======== Supplied data
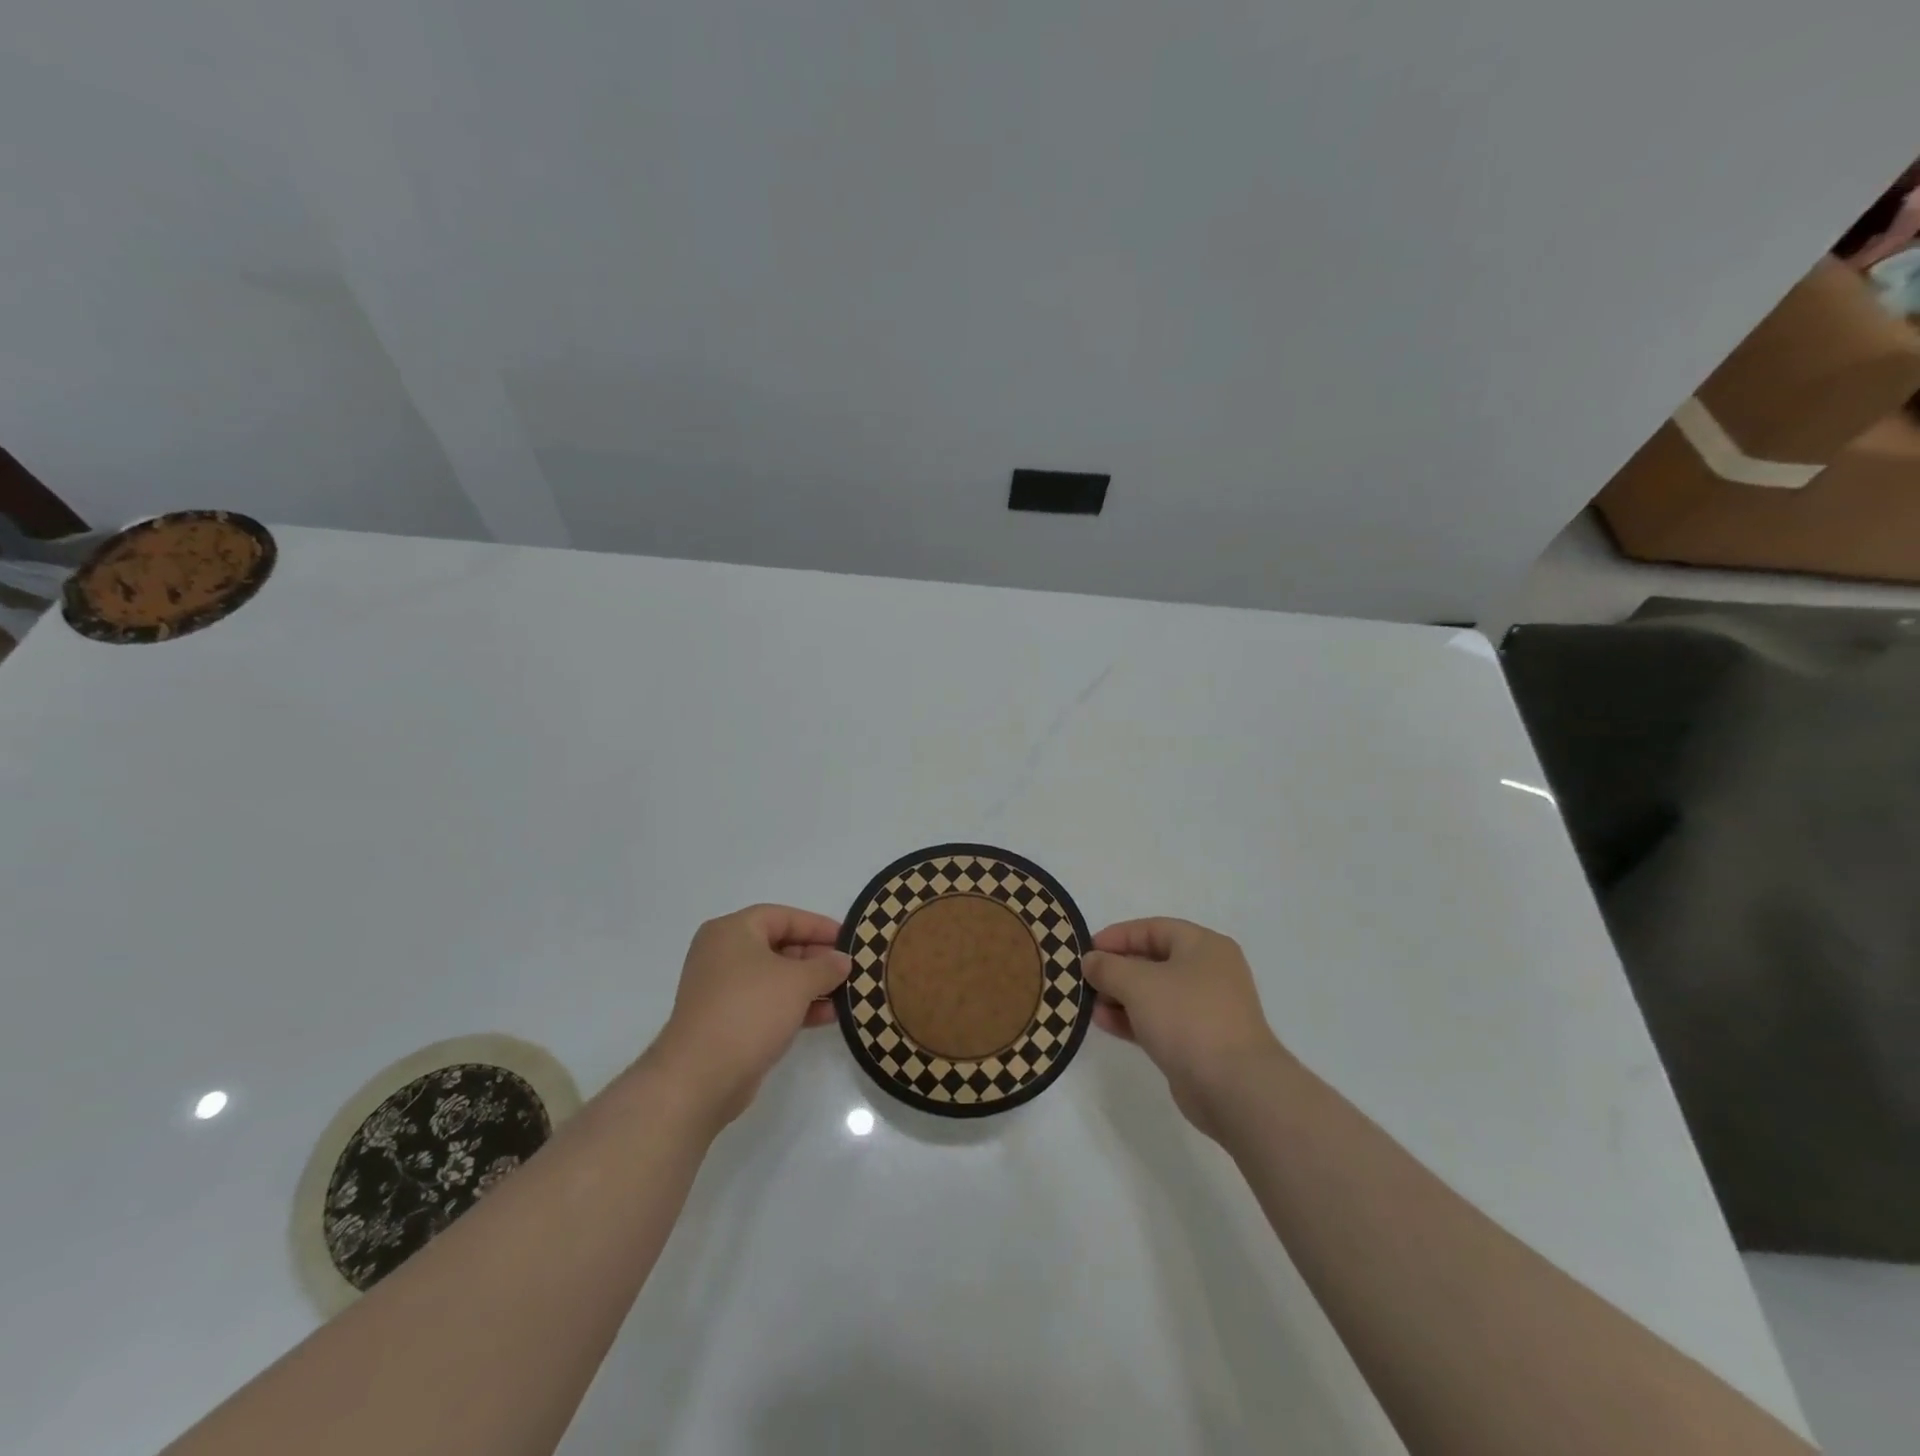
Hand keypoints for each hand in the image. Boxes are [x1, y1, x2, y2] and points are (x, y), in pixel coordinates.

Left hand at [647, 904, 850, 1129]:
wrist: (700, 1077)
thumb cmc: (749, 1011)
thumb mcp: (797, 982)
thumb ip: (826, 966)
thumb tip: (843, 960)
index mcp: (732, 931)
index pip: (783, 917)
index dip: (818, 926)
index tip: (848, 938)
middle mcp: (723, 954)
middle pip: (779, 946)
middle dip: (816, 958)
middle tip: (848, 968)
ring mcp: (723, 990)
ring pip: (775, 978)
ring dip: (810, 985)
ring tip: (845, 994)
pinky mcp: (727, 1021)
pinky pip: (767, 1003)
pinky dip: (795, 1006)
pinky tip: (827, 1016)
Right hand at [1084, 917, 1289, 1138]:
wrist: (1235, 1087)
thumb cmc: (1188, 1018)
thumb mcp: (1138, 983)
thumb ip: (1108, 967)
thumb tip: (1091, 961)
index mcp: (1204, 946)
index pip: (1153, 928)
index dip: (1117, 936)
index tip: (1086, 949)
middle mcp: (1209, 972)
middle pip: (1154, 961)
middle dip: (1117, 968)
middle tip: (1085, 978)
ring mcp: (1206, 1009)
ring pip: (1155, 993)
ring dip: (1121, 996)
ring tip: (1089, 1003)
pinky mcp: (1200, 1042)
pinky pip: (1160, 1020)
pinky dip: (1133, 1019)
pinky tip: (1104, 1023)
================
→ **Your objective**:
Leave out the pictures, then copy all the remaining text in the records exactly.

→ **Your solution**:
Hand keypoints for each hand in the image. Boxes are [x1, y1, x2, y2] and points are (x, y), in pixel coordinates.

Left hand at [647, 904, 850, 1129]:
wrist: (700, 1077)
thumb cmc: (749, 1011)
thumb mcp: (797, 982)
thumb ip: (826, 966)
thumb tip: (843, 960)
index mcp: (732, 931)
index pip: (783, 917)
index dip: (818, 926)
index tip: (848, 938)
middle mcp: (723, 954)
middle pip: (779, 946)
middle dip: (816, 958)
middle tip: (848, 968)
ring mcp: (723, 990)
ring pip: (775, 978)
ring dip: (810, 985)
ring tip: (845, 994)
pinky mcp: (727, 1021)
pinky pip: (767, 1003)
pinky dip: (795, 1006)
pinky tip: (827, 1016)
Right hand at [1084, 917, 1289, 1138]:
wrist: (1235, 1087)
thumb cmc: (1188, 1018)
thumb mcp: (1138, 983)
thumb ip: (1108, 967)
thumb tip: (1091, 961)
index mcp: (1204, 946)
index pip: (1153, 928)
index dip: (1117, 936)
index tip: (1086, 949)
middle mcp: (1209, 972)
middle pip: (1154, 961)
middle dip: (1117, 968)
middle tip: (1085, 978)
ring mcp: (1206, 1009)
ring pip: (1155, 993)
ring dip: (1121, 996)
ring tip: (1089, 1003)
pinky mcp: (1200, 1042)
pinky pip: (1160, 1020)
pinky dip: (1133, 1019)
pinky tip: (1104, 1023)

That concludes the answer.